Saturday, May 21, 2016

What One Should Know About Lap-band And Laparoscopic Sleeve Gastrectomy

By Catherine Howard


The number of weight loss surgical procedures being done in New York has continued to increase tremendously. Part of the reason for this is the fact that the techniques that are employed have been greatly improved and the procedure is now not only safe but also very effective. Lap-band and laparoscopic sleeve gastrectomy are two of the most commonly performed bariatric operations. It is important that one first tries out lifestyle changes before turning to surgery for weight loss.

The two operations work by reducing the functional capacity of the stomach. The stomach tends to fill faster than before hence there is a reduction in the amount of food eaten. Most of the food that is consumed undergoes metabolism to produce energy and very little is converted to fat. With time, there is net weight loss. The fundamental difference between the two is the fact that while lap-band surgery is can be reversed while sleeve gastrectomy is permanent.

The lap band procedure is usually done using an instrument called a laparoscope. The exact procedure involves minimal access of the abdomen using three small incisions. A silicon band is usually placed on the upper region of the stomach where it causes compression. With the organ now converted into a small pouch, only a small amount of food can be held at any one time.

There are a number of side effects associated with this surgery. They include bleeding (usually minimal), vomiting, nausea and aversion to food. The compression force from the band can be increased or reduced to minimize the symptoms. This is can be achieved by injecting or withdrawing water from a plastic tubing attached to the band. When water is injected the compression increases and when it is withdrawn, it reduces.

Sleeve gastrectomy reduces the size of the stomach to between 20 and 25% of the original. The shape becomes tubular and closely resembles a sleeve. With a reduction in the capacity, the amount of food that one can eat also reduces markedly. In addition, there is a reduction in the transit time of food within the gut hence less absorption of nutrients.

The ideal body mass index, BMI, of a potential candidate should be more than 40. For persons that are already suffering from conditions believed to be caused or aggravated by excessive weight, a lower BMI is usually considered. Examples of these conditions include sleep apnea, esophageal reflux disease, hypertension and diabetes among others. Research has shown that surgery helps reduce the severity of these conditions.

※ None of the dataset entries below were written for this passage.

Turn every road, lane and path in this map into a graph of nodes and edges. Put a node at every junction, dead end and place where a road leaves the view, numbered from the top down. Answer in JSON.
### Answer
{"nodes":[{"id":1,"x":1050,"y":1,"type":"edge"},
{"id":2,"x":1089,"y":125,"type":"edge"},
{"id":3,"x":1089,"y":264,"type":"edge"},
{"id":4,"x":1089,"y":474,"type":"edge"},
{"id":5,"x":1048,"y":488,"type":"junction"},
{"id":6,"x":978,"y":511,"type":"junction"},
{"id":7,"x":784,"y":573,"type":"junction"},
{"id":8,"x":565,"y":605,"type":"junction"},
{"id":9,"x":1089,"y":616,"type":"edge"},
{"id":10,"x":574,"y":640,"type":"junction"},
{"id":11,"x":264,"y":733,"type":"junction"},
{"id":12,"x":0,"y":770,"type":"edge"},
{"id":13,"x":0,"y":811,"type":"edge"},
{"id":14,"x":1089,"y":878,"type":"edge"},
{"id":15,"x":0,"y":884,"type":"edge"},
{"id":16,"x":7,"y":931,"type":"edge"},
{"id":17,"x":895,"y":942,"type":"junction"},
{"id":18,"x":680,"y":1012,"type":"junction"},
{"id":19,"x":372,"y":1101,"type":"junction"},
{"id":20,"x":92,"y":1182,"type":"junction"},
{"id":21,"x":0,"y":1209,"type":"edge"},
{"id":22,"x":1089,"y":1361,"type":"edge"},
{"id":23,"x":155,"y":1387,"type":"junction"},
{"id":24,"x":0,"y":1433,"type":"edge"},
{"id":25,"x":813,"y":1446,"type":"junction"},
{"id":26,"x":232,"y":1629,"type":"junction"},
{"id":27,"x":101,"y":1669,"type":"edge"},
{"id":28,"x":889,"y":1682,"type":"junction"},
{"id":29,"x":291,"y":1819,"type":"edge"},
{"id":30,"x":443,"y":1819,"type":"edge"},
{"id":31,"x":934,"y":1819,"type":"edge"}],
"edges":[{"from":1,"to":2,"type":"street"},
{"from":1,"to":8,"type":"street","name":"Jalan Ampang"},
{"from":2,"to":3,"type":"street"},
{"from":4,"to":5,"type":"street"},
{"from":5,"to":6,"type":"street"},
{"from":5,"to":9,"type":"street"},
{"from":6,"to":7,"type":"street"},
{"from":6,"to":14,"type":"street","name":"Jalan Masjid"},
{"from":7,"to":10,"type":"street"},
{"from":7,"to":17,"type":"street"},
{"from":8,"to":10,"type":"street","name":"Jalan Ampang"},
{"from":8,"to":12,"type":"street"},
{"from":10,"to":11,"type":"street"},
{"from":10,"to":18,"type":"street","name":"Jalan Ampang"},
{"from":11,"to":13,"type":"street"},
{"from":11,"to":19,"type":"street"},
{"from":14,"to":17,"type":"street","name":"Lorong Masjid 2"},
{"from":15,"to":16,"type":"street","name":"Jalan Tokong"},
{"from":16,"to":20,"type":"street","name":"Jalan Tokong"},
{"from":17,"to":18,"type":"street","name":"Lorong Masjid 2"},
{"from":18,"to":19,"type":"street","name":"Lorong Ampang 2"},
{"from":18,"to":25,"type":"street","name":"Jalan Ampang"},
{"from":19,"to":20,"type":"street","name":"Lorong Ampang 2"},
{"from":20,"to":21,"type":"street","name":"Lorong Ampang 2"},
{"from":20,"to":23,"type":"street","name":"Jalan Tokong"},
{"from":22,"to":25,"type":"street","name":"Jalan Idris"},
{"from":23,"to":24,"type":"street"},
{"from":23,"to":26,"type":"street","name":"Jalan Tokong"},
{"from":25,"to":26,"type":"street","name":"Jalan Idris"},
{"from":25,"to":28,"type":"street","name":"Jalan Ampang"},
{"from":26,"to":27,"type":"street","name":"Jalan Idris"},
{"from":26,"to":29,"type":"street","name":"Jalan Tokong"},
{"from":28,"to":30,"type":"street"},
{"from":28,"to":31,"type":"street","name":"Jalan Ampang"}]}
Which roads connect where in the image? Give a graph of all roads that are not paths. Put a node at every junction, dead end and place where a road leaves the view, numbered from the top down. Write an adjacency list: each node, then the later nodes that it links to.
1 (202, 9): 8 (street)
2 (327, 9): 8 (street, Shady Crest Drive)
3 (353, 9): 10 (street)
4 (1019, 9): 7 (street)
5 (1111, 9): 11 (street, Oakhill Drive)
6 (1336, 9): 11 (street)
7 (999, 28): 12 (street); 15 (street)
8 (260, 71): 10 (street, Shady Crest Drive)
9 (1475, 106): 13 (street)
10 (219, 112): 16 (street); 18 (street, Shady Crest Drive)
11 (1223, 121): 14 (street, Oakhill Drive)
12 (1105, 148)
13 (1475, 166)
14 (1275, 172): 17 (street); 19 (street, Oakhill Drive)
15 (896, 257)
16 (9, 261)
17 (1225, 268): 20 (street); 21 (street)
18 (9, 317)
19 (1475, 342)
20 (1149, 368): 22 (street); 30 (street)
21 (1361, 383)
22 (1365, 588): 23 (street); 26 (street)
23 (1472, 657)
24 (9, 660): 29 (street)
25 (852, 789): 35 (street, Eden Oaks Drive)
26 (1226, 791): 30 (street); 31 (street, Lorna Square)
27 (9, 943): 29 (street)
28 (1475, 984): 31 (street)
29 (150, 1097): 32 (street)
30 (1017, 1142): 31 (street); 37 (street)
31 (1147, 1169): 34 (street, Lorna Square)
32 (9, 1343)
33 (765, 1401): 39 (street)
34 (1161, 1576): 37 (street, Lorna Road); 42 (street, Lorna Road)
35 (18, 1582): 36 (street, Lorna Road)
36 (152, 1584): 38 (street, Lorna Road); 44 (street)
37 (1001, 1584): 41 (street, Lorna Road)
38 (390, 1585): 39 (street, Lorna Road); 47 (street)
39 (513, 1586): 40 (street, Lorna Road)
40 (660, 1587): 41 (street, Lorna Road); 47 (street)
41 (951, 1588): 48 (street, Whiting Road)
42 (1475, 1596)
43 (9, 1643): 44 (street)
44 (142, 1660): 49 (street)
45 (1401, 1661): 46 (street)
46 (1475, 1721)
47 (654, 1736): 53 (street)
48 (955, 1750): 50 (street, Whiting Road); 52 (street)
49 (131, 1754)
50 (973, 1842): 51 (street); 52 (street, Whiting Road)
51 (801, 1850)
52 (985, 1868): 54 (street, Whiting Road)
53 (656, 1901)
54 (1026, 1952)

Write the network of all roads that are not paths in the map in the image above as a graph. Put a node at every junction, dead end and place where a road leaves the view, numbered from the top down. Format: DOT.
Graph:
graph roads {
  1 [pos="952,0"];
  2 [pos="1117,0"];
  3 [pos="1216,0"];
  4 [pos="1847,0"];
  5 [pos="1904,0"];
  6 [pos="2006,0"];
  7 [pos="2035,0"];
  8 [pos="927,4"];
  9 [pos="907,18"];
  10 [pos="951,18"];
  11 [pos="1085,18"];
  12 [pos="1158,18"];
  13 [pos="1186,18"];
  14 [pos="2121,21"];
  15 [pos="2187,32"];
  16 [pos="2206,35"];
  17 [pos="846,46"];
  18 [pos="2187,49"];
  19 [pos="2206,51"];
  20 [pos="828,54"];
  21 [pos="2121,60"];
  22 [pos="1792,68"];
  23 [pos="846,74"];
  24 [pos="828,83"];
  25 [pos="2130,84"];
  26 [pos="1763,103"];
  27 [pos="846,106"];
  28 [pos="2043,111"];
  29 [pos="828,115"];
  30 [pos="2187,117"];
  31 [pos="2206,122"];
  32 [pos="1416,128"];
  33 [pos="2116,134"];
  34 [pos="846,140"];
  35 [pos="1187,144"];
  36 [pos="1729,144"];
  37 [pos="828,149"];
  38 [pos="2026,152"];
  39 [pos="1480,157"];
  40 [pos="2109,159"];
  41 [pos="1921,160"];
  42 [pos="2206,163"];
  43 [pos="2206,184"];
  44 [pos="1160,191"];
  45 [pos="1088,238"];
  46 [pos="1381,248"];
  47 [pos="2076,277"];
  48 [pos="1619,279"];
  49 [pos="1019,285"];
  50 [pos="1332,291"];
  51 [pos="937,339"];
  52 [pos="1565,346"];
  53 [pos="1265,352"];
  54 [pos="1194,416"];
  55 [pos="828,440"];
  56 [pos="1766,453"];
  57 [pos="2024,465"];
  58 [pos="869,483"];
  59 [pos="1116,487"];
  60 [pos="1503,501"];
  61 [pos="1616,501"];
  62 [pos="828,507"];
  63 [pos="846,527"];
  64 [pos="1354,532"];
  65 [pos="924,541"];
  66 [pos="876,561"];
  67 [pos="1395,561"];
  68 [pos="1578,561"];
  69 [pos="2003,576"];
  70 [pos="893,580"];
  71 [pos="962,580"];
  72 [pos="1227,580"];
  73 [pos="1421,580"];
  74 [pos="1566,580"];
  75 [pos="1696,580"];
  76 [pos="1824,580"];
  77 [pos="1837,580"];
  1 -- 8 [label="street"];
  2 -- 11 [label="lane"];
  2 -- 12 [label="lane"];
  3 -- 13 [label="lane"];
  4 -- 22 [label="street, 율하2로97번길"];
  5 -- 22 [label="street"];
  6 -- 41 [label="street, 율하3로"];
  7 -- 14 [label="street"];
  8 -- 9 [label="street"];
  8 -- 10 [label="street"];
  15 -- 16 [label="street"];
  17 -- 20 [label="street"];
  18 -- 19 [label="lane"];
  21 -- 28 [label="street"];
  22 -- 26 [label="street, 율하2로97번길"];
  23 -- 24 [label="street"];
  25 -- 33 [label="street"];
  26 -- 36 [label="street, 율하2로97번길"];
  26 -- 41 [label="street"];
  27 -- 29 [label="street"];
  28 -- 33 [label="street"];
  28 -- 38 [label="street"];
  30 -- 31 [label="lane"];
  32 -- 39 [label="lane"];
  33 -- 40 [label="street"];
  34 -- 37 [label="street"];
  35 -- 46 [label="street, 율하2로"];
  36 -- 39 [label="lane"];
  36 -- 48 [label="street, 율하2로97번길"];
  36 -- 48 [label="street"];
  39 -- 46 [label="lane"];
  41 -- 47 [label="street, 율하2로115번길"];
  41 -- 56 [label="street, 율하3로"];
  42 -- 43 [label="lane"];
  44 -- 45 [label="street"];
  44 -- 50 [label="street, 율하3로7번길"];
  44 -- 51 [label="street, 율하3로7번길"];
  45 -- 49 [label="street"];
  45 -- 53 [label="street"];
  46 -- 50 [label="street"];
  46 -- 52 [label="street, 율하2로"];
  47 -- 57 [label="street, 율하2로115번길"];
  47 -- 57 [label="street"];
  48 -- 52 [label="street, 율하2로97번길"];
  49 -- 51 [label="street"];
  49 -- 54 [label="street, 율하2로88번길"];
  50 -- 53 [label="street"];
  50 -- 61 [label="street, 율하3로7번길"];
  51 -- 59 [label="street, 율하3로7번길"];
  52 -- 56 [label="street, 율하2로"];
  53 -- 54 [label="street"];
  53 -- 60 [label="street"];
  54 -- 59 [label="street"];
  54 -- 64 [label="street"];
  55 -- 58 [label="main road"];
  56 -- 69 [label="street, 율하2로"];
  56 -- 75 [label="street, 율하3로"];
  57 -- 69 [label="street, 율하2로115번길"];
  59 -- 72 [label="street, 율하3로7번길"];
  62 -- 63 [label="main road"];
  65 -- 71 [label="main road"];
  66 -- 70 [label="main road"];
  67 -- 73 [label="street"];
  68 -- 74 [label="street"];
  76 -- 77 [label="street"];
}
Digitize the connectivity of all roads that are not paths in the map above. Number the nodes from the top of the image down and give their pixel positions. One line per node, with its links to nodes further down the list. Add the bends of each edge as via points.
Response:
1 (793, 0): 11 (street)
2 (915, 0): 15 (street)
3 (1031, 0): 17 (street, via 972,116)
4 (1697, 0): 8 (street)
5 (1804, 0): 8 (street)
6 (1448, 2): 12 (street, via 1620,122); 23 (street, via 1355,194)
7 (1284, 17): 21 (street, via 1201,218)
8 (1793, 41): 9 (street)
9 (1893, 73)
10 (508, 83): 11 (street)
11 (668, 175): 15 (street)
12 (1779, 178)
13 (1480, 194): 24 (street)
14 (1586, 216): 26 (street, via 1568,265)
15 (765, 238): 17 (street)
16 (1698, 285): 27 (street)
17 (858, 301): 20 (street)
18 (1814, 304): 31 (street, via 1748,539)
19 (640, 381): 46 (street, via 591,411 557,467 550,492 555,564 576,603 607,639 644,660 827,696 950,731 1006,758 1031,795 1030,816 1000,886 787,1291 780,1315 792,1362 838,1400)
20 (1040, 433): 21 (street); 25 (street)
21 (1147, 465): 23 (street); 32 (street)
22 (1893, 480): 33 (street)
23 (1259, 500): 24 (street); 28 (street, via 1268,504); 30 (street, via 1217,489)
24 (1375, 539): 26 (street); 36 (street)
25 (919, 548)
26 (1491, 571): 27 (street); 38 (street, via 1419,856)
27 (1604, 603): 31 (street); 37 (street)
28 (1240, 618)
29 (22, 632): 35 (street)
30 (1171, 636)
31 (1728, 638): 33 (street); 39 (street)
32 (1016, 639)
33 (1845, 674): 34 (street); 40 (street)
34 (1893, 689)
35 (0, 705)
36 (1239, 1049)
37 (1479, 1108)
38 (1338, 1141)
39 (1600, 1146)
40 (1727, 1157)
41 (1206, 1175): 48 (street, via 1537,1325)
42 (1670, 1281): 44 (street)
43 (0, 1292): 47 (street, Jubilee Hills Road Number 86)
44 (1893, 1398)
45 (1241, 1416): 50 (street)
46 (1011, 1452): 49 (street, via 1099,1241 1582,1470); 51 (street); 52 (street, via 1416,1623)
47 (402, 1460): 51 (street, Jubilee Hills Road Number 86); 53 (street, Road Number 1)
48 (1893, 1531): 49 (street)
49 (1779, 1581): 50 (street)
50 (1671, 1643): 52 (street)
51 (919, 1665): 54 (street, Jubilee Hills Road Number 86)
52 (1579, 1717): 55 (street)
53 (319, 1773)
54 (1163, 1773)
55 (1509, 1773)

There are some situations in which these operations are deemed unsafe. In case one has hormonal imbalance (as is the case of hypothyroidism), the surgery is usually postponed until the condition has been treated. Other high risk situations include the presence of gastrointestinal diseases such as peptic ulcers, esophagitis and inflammatory bowel disease among others.

Typically, the surgery is done as a day case which means that one can be released from the hospital on the same day. In a few cases, one may be kept on the hospital for between 24 and 48 hours for observation. A liquid dies is recommended for the first two weeks after the operation so as to allow for proper healing of the stitched regions on the stomach (in the case of gastrectomy).